Marilyn Longwell & Assoc., P.C.
Attorney-client privilege and confidentiality have the purpose of protecting the freedom of a client to consult with an attorney without fear of disclosure of the subjects of the communications. The privilege governs whether an attorney can be compelled to testify or provide other evidence (such as documents) of communications between the attorney and client. Confidentiality refers to the lawyer’s ethical duty to protect a client’s secrets and private information.[i] Whether a client’s information is protected in any case is more complicated than it appears.
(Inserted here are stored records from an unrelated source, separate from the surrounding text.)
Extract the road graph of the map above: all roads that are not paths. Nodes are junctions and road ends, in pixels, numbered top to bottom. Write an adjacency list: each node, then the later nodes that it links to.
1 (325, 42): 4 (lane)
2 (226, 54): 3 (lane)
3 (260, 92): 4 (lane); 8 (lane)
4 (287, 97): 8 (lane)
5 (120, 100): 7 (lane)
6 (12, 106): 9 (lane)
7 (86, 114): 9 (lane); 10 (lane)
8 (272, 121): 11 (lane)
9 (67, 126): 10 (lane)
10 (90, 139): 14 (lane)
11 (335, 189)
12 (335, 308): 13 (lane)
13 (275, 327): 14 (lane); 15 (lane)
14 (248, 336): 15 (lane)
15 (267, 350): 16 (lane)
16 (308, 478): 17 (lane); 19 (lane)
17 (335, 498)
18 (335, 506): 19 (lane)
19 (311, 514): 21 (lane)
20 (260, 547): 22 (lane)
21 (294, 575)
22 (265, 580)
In some circumstances a client’s information or communications are not privileged or confidential.
In general a lawyer may not reveal information relating to the representation of a client unless the client gives informed consent or the disclosure is necessary to represent the client, subject to a number of specific exceptions. Simply put, a lawyer may reveal information as needed for the following reasons: 1) to prevent the client from committing a crime; 2) to prevent the client from committing fraud likely cause financial injury or injury to property; 3) to prevent or remedy injury to finances or property of another person because of the client’s use of the lawyer’s services; 4) to comply with a court order; or for other reasons about the client’s and lawyer’s relationship. However, a lawyer must reveal otherwise confidential information necessary to prevent death or physical injury.
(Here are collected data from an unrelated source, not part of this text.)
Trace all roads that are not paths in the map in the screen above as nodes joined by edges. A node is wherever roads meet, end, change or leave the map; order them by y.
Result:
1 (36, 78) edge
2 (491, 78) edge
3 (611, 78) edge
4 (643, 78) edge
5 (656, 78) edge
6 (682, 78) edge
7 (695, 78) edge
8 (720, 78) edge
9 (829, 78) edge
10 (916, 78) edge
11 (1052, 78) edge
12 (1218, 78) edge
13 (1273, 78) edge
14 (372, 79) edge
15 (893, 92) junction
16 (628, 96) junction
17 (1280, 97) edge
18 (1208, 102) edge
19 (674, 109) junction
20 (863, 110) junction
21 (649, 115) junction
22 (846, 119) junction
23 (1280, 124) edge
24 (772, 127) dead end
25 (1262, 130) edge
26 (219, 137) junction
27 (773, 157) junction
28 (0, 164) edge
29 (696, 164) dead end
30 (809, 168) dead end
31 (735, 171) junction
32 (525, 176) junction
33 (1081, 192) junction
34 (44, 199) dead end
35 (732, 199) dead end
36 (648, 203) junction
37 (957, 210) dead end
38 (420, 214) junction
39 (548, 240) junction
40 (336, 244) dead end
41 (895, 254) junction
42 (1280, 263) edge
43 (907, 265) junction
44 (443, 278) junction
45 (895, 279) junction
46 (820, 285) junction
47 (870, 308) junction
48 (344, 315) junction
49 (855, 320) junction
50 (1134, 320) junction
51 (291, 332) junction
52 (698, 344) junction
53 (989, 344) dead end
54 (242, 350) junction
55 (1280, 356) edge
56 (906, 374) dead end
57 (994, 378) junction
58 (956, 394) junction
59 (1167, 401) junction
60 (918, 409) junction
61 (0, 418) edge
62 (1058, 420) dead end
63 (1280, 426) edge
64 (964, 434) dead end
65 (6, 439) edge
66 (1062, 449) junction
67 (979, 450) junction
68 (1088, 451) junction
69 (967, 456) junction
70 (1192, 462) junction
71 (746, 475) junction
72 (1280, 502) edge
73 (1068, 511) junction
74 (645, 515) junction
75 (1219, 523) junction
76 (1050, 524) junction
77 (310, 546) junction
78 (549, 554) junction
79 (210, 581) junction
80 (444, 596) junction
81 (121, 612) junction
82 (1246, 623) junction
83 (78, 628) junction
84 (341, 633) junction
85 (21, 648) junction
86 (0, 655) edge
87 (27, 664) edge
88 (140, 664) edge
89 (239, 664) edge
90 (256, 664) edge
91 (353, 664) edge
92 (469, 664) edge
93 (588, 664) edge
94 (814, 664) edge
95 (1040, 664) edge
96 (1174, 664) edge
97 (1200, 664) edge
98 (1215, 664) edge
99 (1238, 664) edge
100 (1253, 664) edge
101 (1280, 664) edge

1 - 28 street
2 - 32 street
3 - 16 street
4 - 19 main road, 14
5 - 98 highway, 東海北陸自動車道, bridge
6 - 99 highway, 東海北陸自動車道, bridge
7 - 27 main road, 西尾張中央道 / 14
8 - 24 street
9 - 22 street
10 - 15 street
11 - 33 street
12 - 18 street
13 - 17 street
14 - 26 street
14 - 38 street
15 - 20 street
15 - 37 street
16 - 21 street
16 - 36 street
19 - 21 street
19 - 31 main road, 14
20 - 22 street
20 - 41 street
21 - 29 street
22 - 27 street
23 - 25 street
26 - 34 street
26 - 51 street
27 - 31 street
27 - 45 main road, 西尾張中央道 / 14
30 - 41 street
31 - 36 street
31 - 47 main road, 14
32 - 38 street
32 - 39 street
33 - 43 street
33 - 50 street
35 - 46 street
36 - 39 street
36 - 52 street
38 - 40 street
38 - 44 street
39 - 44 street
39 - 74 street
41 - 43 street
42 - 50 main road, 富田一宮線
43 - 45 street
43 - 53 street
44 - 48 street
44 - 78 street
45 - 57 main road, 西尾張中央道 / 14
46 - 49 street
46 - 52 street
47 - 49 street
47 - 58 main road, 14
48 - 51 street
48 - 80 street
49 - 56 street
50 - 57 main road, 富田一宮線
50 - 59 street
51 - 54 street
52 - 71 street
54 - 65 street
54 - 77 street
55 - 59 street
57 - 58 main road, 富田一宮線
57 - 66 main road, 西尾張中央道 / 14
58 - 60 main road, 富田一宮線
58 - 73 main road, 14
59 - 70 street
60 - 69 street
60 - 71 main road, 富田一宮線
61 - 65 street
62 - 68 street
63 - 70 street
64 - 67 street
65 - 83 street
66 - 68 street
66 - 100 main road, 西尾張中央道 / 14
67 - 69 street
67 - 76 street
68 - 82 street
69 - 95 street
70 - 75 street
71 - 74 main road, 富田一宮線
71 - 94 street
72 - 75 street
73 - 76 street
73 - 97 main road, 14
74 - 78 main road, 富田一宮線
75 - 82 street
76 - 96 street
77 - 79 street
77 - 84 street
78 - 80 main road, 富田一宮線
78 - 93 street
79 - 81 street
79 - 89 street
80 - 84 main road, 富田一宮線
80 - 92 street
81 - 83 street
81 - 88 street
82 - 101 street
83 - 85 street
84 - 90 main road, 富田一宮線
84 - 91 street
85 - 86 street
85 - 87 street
Not all communications between attorney and client are confidential to begin with. First, communications not for the purpose of legal advice or representation are not protected. Information given to a lawyer in furtherance of a crime or fraud is not privileged. Conversations with an attorney in which a third person is present (not another party in the same legal matter) are not privileged, so, for example, the lawyer could be compelled to testify to the discussion. Lastly, information which is meant to be disclosed to a third party, for example settlement proposals, are not privileged.
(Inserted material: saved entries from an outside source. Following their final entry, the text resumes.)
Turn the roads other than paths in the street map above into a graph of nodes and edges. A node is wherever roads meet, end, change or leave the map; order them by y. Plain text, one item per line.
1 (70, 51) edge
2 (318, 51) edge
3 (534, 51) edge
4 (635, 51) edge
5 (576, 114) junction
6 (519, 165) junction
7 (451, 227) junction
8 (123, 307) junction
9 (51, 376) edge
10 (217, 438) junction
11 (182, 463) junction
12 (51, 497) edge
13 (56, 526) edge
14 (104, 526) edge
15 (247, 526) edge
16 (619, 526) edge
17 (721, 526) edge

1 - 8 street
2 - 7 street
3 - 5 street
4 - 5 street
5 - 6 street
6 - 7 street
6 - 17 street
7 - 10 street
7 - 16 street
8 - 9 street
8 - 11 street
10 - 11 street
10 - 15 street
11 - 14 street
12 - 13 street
Lawyers have many times been required to divulge information about plans to commit a crime that a client revealed to the attorney. This is not the same as telling the lawyer about a past crime which is not ongoing. Admissions of previous crimes are privileged.
Any consultation with an attorney with regard to a legal matter creates a confidential relationship even if the attorney does not accept the case, so long as the person is actually seeking legal advice or discussing potential representation. So those cocktail party informal legal questions aren’t privileged.
The takeaway from all of the recent discussions of attorney-client privilege is that you should not assume all of your discussions are privileged unless they are about legal representation on a matter that does not involve a future crime or fraud or threat of violence and does not include an unrelated person in the conversation.
[i] See comment 3 to the Illinois Rules of Professional Conduct of 2010, Rule 1.6(a)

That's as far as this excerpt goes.